- Title: Russian Hermitage presents unique 1930s family photo archive
- Date: 4th July 2017
- Summary: (SOUNDBITE) (Russian) HEAD OF CONTEMPORARY ART DEPARTMENT AT NATIONAL HERMITAGE, DMITRY OZERKOV, SAYING: "I thought a parallel between the two brothers and between their destinies is important. They lived in two big cities, empirial cities, the cities where official and non-official history took place. At the same time they took pictures of people's faces, of their smiles, some happenings in the street. That is what their material is about."
- Embargoed: 18th July 2017 11:50
- Keywords: Russian art Russia Hermitage St Petersburg Hermitage Khenkin brothers photo exhibition Khenkin photo archive Mikhail Piotrovsky
- Location: ST PETERSBURG, RUSSIA
- City: ST PETERSBURG, RUSSIA
- Country: Russia
- Topics: Art,Arts / Culture / Entertainment
- Reuters ID: LVA0076OAX6BD
- Aspect Ratio: 16:9
- Story Text: Russian famous Hermitage museum presented on Saturday (July 1) a unique family photo archive produced by two brothers inside and outside of the Soviet Union.
Khenkin brothers - Yevgeny (1900-1938) and Yakov (1903-1941) were amateur photographers who captured day-to-day life of Leningrad (now St Petersburg) and Berlin in the 20s - 30s.
Later the destiny of the two was tragic. When Yevgeny returned to the USSR he was executed on charges of anti-Soviet espionage, while Yakov was killed on the frontlines of the World War Two.
Photographic tapes with around 7000 shots were preserved in their family until recently. Among them one can find simple family photos as well as mass events and views of the two European capitals during the rise of Joseph Stalin and Adolf Hitler regimes.

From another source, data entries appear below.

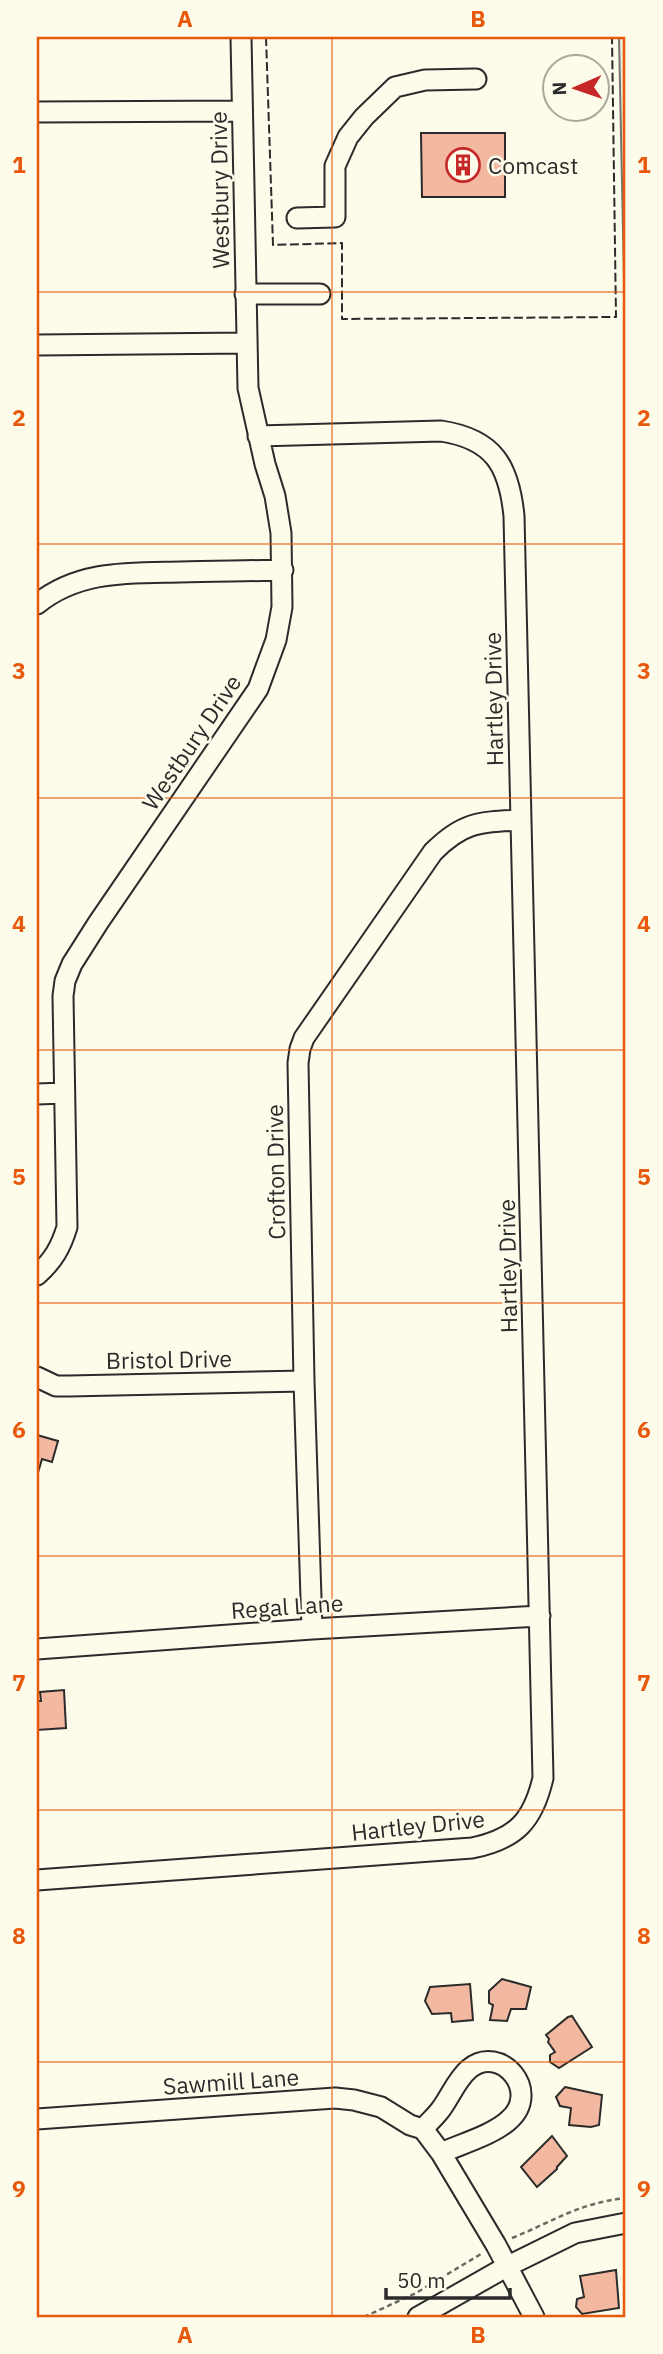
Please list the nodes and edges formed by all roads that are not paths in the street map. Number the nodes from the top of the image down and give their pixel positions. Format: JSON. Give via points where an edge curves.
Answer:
{"nodes":[{"id":1,"x":241,"y":37,"type":"edge"},
{"id":2,"x":476,"y":79,"type":"dead end"},
{"id":3,"x":241,"y":111,"type":"junction"},
{"id":4,"x":37,"y":112,"type":"edge"},
{"id":5,"x":297,"y":218,"type":"dead end"},
{"id":6,"x":320,"y":293,"type":"dead end"},
{"id":7,"x":246,"y":294,"type":"junction"},
{"id":8,"x":246,"y":343,"type":"junction"},
{"id":9,"x":37,"y":345,"type":"edge"},
{"id":10,"x":258,"y":436,"type":"junction"},
{"id":11,"x":283,"y":570,"type":"junction"},
{"id":12,"x":37,"y":604,"type":"edge"},
{"id":13,"x":520,"y":820,"type":"junction"},
{"id":14,"x":64,"y":1093,"type":"junction"},
{"id":15,"x":37,"y":1094,"type":"edge"},
{"id":16,"x":37,"y":1275,"type":"edge"},
{"id":17,"x":37,"y":1377,"type":"edge"},
{"id":18,"x":304,"y":1381,"type":"junction"},
{"id":19,"x":540,"y":1616,"type":"junction"},
{"id":20,"x":312,"y":1629,"type":"junction"},
{"id":21,"x":37,"y":1649,"type":"edge"},
{"id":22,"x":37,"y":1880,"type":"edge"},
{"id":23,"x":37,"y":2119,"type":"edge"},
{"id":24,"x":423,"y":2129,"type":"junction"},
{"id":25,"x":441,"y":2153,"type":"junction"},
{"id":26,"x":626,"y":2222,"type":"edge"},
{"id":27,"x":506,"y":2267,"type":"junction"},
{"id":28,"x":418,"y":2317,"type":"edge"},
{"id":29,"x":534,"y":2317,"type":"edge"}],
"edges":[{"from":1,"to":3,"type":"street","name":"Westbury Drive"},
{"from":2,"to":5,"type":"street","via":[[425,80],[395,87],[348,137],[335,166],[335,217]]},
{"from":3,"to":4,"type":"street"},
{"from":3,"to":7,"type":"street","name":"Westbury Drive"},
{"from":6,"to":7,"type":"street"},
{"from":7,"to":8,"type":"street","name":"Westbury Drive"},
{"from":8,"to":9,"type":"street"},
{"from":8,"to":10,"type":"street","name":"Westbury Drive","via":[[248,388]]},
{"from":10,"to":11,"type":"street","name":"Westbury Drive","via":[[275,496]]},
{"from":10,"to":13,"type":"street","name":"Hartley Drive","via":[[441,431],[472,438],[497,459],[512,494],[514,516]]},
{"from":11,"to":12,"type":"street","via":[[111,573],[71,583]]},
{"from":11,"to":14,"type":"street","name":"Westbury Drive","via":[[276,640],[258,689],[72,964],[63,996]]},
{"from":13,"to":18,"type":"street","name":"Crofton Drive","via":[[465,826],[433,852],[304,1038],[298,1076]]},
{"from":13,"to":19,"type":"street","name":"Hartley Drive"},
{"from":14,"to":15,"type":"street"},
{"from":14,"to":16,"type":"street","name":"Westbury Drive","via":[[67,1227],[55,1256]]},
{"from":17,"to":18,"type":"street","name":"Bristol Drive","via":[[69,1387]]},
{"from":18,"to":20,"type":"street","name":"Crofton Drive"},
{"from":19,"to":20,"type":"street","name":"Regal Lane"},
{"from":19,"to":22,"type":"street","name":"Hartley Drive","via":[[543,1778],[533,1811],[505,1838],[472,1848]]},
{"from":20,"to":21,"type":"street","name":"Regal Lane"},
{"from":23,"to":24,"type":"street","name":"Sawmill Lane","via":[[335,2098],[381,2108]]},
{"from":24,"to":25,"type":"street","name":"Sawmill Lane"},
{"from":24,"to":25,"type":"street","via":[[468,2069],[481,2063],[498,2064],[517,2077],[521,2099],[508,2121]]},
{"from":25,"to":27,"type":"street","name":"Sawmill Lane"},
{"from":26,"to":27,"type":"street","via":[[575,2233]]},
{"from":27,"to":28,"type":"street"},
{"from":27,"to":29,"type":"street","name":"Sawmill Lane"}]}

Exhibition organisers see the project as a way to visualise lives of ordinary people entwined with historic events and politics.
"I thought a parallel between the two brothers and between their destinies is important. They lived in two big cities, imperial cities, the cities where official and non-official history took place. At the same time they took pictures of people's faces, of their smiles, some happenings in the street. That is what their material is about," said Dmitry Ozerkov, head of the contemporary art department at the National Hermitage.